I coded myself in circles trying to get some render to texture code working in an eight bit environment. And I’d like some sanity checking.

I’m trying to slot in to an existing project that has an 8-bit blitter. So I want to render to the same surface that the current blitter does - looks like a simple RTT using a GL_RED and UNIT8 pixelformat with Nearest Neighbour filtering. I think I can do this with a fixed function pipeline.
Because this is SDL 1.2.15 I need to use the frame buffer EXT methods.

Before posting up a long description of the problem and two pages of code, I’m doing this to generate a colour buffer to render to. The SDL surface object, “image” has an allocated buffer of (width*height) size.

glGenTextures(1, &_colourBuffer);
glBindTexture(GL_TEXTURE_2D, _colourBuffer);
glTexImage2D(GL_TEXTURE_2D, 0, GL_RED, image->w, image->h, 0, GL_RED, GL_UNSIGNED_BYTE, image->pixels);

Then this is attached to GL_COLOR_ATTACHMENT0_EXT and I’m relying on the fixed function and GL_NEAREST to do all of the work.

Is this a terrible plan?
Am I going to face a world of hurt trying to draw to an eight bit surface?

I didn’t want to post up a longer description and pages of code until I was sure that GL_RED, GL_UNSIGNED_BYTE was legal and the problem was with my implementation not my thought process.

If you want an 8-bit unsigned integer texture, this should be:

glTexImage2D(GL_TEXTURE_2D, 0, GL_R8UI, image->w, image->h, 0, GL_RED_INTEGER, GL_UNSIGNED_BYTE, image->pixels);

An internalformat parameter of GL_RED simply requests a single-channel normalised (fixed-point) format with unspecified precision. The format and type parameters indicate the format of the data used to initialise the texture; they have no effect upon the texture’s internal format.

Note that the fixed-function pipeline can only render to such a texture when in colour-index mode, not in RGBA mode. But texturing is only available in RGBA mode. So you’d need to use shaders to render textures onto an integer framebuffer texture.

If you actually want an 8-bit normalised format, use:

glTexImage2D(GL_TEXTURE_2D, 0, GL_R8, image->w, image->h, 0, GL_RED, GL_UNSIGNED_BYTE, image->pixels);

This can be rendered with the fixed-function pipeline; you’ll only get the red channel.

If you’re trying to emulate a system with 8-bit indexed-colour graphics, using a normalised texture is probably the simplest approach. Provided that you disable anything which will modify the colours (linear filtering, alpha-blending, modulation, etc), texture colours should be passed through without modification.

OK Thanks.
GL_R8UI isn’t in the GL.h the project is using. Everything looks very old and dusty.

Its an SDL app that actually is an 8-bit indexed palette. I wanted to draw quads instead of using the 2D blit method so I can do scale, rotate etc…
I thought I might be able to create a texture from the SDL surface, attach it to GL_COLOR_ATTACHMENT0_EXT, and as long as I pretended everything was eight bit it’d still work.

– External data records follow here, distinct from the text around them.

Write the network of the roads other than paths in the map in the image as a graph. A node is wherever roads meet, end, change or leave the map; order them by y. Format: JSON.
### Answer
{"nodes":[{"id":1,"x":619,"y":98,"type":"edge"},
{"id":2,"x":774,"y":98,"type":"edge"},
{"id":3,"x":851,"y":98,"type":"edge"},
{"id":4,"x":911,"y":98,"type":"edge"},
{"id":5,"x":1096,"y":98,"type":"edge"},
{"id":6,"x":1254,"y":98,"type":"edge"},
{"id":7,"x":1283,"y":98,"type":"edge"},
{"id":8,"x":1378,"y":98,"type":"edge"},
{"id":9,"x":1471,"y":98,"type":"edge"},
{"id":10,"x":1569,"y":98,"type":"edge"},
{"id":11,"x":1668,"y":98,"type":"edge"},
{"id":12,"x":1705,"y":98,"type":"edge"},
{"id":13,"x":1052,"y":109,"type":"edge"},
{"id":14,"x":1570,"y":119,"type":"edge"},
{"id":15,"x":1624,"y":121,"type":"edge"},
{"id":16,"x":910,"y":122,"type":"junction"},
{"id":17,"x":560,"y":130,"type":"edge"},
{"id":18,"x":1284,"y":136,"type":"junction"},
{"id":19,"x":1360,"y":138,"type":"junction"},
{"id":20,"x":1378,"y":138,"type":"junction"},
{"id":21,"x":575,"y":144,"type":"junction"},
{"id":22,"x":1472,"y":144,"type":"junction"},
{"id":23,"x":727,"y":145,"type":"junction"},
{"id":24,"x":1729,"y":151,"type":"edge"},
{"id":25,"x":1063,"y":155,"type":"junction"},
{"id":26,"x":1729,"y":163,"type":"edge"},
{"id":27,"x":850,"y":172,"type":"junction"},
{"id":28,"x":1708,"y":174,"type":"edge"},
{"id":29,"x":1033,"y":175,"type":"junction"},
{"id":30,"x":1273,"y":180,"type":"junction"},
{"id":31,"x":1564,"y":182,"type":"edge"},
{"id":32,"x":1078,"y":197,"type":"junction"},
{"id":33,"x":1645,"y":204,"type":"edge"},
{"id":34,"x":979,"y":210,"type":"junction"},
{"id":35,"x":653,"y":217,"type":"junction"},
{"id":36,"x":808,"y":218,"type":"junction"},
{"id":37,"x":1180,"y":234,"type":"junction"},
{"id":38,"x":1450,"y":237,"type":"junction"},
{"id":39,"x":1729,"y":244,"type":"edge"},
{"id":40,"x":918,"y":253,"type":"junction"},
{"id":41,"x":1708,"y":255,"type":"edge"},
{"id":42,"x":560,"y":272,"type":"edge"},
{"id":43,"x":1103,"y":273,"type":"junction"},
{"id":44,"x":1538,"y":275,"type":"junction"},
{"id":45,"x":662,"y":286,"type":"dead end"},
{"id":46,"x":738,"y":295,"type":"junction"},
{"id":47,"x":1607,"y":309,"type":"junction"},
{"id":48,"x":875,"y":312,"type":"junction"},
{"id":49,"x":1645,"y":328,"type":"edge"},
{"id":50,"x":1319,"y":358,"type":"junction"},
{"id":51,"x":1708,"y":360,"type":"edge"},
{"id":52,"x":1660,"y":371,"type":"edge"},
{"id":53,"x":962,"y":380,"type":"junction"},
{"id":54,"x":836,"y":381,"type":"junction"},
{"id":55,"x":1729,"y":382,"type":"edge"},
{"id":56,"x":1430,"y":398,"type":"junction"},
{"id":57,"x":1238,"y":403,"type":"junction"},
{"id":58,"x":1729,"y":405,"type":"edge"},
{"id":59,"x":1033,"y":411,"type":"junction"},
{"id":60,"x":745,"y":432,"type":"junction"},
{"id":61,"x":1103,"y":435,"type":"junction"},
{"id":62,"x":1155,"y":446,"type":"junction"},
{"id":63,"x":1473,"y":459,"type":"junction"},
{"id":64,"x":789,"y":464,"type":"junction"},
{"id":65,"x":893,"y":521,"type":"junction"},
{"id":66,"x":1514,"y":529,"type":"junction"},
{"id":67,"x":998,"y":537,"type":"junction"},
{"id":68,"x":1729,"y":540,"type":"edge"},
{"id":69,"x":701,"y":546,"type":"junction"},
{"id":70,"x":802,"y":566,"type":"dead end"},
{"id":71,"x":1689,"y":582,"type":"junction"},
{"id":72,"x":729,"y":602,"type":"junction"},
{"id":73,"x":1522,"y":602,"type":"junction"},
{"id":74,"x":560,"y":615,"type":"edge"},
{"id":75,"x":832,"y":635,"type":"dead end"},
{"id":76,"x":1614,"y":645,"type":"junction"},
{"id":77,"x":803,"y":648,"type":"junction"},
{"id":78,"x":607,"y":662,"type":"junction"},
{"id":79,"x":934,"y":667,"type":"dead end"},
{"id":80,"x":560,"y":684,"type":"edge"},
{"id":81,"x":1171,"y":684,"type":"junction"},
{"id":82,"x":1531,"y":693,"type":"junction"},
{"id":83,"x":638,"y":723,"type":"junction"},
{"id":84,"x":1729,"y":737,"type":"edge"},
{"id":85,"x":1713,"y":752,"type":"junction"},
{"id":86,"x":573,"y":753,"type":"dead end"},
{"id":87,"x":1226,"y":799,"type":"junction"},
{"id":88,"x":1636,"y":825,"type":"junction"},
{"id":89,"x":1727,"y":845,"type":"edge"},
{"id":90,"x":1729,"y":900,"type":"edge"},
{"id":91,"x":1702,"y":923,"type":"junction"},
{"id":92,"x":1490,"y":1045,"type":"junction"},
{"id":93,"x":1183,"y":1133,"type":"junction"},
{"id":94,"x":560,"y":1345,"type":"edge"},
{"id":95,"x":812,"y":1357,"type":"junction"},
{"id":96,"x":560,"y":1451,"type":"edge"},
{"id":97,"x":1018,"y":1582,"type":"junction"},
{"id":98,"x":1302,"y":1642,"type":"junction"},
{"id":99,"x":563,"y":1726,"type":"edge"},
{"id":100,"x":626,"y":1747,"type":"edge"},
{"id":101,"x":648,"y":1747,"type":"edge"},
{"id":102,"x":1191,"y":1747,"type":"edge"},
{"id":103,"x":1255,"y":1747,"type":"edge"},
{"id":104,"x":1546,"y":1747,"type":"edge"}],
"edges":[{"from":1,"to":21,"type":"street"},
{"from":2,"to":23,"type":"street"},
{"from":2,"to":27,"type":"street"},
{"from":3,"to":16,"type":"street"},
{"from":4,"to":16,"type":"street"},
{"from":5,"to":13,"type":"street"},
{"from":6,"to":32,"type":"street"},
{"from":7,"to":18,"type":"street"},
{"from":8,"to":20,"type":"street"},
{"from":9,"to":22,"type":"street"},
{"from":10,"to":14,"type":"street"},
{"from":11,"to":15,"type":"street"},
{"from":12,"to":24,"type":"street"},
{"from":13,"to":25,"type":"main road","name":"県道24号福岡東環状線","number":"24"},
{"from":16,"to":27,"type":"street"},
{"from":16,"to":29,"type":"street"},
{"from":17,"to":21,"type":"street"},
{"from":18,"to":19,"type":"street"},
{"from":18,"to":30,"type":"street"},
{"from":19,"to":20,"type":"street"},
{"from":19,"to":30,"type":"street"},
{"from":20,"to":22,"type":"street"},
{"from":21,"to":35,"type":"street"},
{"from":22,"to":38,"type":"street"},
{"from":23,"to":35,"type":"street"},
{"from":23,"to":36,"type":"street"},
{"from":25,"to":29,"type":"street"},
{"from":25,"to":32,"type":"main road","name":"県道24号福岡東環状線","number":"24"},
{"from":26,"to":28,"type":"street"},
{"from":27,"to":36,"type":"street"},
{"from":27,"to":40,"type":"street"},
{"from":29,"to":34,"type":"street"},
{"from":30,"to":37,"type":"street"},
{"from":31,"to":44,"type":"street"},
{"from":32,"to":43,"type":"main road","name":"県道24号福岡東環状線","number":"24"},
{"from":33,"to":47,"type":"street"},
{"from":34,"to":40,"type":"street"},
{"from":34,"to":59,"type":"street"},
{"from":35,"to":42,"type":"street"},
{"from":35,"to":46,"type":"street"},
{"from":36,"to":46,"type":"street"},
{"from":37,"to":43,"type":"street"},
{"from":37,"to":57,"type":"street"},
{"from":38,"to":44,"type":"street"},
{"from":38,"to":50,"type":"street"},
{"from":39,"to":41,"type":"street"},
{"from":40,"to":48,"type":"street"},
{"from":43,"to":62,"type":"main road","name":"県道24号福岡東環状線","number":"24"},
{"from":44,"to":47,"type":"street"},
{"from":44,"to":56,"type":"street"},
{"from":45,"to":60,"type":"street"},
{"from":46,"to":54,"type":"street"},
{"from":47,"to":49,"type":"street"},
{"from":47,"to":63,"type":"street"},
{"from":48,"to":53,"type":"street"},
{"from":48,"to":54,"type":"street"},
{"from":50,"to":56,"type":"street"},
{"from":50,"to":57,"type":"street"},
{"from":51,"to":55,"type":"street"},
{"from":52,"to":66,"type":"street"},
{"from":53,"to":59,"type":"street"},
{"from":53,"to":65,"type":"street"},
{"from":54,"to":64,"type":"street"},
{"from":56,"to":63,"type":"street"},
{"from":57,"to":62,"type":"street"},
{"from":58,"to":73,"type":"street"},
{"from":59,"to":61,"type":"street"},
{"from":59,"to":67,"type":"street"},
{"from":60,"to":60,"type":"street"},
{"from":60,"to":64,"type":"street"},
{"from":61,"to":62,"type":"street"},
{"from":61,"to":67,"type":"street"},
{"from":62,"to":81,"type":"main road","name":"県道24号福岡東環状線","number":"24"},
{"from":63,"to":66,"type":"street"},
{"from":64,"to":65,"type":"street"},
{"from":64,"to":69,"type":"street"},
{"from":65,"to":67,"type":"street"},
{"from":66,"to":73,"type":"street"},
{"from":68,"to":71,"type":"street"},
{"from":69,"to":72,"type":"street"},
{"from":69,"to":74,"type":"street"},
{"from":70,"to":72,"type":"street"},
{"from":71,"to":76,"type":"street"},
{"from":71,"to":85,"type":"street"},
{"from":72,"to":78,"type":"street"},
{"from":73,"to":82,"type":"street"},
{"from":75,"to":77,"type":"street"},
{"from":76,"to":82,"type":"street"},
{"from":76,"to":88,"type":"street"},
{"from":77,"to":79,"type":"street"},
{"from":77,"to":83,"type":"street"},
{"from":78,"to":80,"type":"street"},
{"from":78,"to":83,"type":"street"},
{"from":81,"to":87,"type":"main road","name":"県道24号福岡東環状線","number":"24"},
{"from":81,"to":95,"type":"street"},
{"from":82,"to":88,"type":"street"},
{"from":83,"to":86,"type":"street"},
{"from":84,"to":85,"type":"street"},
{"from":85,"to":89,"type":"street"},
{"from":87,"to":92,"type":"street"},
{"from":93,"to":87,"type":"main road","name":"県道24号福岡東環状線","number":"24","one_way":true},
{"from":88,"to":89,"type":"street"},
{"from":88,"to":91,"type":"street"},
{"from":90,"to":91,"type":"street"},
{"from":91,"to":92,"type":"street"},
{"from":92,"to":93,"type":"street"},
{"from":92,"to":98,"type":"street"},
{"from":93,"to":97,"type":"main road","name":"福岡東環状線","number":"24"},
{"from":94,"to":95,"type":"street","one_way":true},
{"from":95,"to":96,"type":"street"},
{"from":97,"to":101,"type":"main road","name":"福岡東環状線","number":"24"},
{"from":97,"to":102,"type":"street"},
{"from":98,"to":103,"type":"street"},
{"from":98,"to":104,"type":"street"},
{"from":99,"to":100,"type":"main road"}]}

I have some questions then. Normally I’d do something like this to sample from a texture in my fragment shader.
uniform sampler2D TextureAtlas;

vec3 colour = texture2D(TextureAtlas,gl_TexCoord[0].st).rgb;

If I was writing the same thing to read and write indicies, how do I pass the indexed image in and read it? using texture2D or some other method that returns a uint8?

And lastly though… if GL_R8UI isn’t available to me, am I in trouble?

The methods are the same regardless of format. However, a R8UI texture would be accessed via a usampler2D uniform rather than sampler2D, and texture2D() would return a uvec4 rather than a vec4.

No. You can use GL_R8 instead. But reading from the texture will return a vec4 (so selecting the red component will return a float). Multiplying by 255, rounding and converting to uint should produce exactly the same result as using GL_R8UI.

When dealing with 32-bit integers, you have to bear in mind that converting to and from float will introduce rounding errors which mean that the original value isn’t preserved exactly. But this isn’t an issue for 8-bit or 16-bit values.